Records -
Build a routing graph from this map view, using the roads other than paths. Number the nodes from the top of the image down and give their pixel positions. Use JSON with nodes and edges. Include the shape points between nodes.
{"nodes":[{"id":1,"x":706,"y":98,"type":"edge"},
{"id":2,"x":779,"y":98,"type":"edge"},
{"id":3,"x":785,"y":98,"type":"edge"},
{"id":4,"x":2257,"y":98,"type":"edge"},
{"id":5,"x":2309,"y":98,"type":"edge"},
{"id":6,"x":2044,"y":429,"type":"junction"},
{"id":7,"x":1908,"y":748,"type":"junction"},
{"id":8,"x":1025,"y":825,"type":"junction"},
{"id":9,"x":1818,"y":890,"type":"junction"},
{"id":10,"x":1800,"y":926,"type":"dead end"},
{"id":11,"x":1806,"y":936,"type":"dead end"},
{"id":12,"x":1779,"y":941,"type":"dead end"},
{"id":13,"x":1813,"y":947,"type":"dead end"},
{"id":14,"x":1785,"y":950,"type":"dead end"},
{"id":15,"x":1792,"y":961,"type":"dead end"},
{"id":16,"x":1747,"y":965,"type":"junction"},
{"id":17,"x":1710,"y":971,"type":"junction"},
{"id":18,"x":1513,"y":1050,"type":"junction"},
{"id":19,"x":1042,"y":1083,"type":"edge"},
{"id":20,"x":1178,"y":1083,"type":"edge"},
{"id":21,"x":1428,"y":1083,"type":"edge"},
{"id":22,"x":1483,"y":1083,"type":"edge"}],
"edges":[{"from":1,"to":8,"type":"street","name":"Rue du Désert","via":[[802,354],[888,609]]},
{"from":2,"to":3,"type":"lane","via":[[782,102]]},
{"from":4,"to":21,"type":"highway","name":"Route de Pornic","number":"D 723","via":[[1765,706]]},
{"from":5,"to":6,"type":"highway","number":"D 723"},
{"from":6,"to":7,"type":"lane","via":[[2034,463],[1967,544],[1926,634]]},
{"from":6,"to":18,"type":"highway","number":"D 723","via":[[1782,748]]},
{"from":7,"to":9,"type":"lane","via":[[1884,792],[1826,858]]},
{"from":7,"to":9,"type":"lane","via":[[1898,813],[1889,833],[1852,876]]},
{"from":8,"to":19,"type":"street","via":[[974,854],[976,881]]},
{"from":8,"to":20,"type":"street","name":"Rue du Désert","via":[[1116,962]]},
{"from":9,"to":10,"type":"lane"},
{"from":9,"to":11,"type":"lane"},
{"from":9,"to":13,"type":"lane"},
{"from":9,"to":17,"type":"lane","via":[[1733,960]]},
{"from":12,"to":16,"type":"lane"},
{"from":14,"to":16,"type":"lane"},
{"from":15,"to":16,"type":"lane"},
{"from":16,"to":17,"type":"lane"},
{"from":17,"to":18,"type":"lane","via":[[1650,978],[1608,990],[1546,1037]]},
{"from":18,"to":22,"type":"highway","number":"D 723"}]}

Exercise aim - Within the entries, find all lines holding "junction" and copy each one.

Answer to the exercise -
{"id":6,"x":2044,"y":429,"type":"junction"},
{"id":7,"x":1908,"y":748,"type":"junction"},
{"id":8,"x":1025,"y":825,"type":"junction"},
{"id":9,"x":1818,"y":890,"type":"junction"},
{"id":16,"x":1747,"y":965,"type":"junction"},
{"id":17,"x":1710,"y":971,"type":"junction"},
{"id":18,"x":1513,"y":1050,"type":"junction"},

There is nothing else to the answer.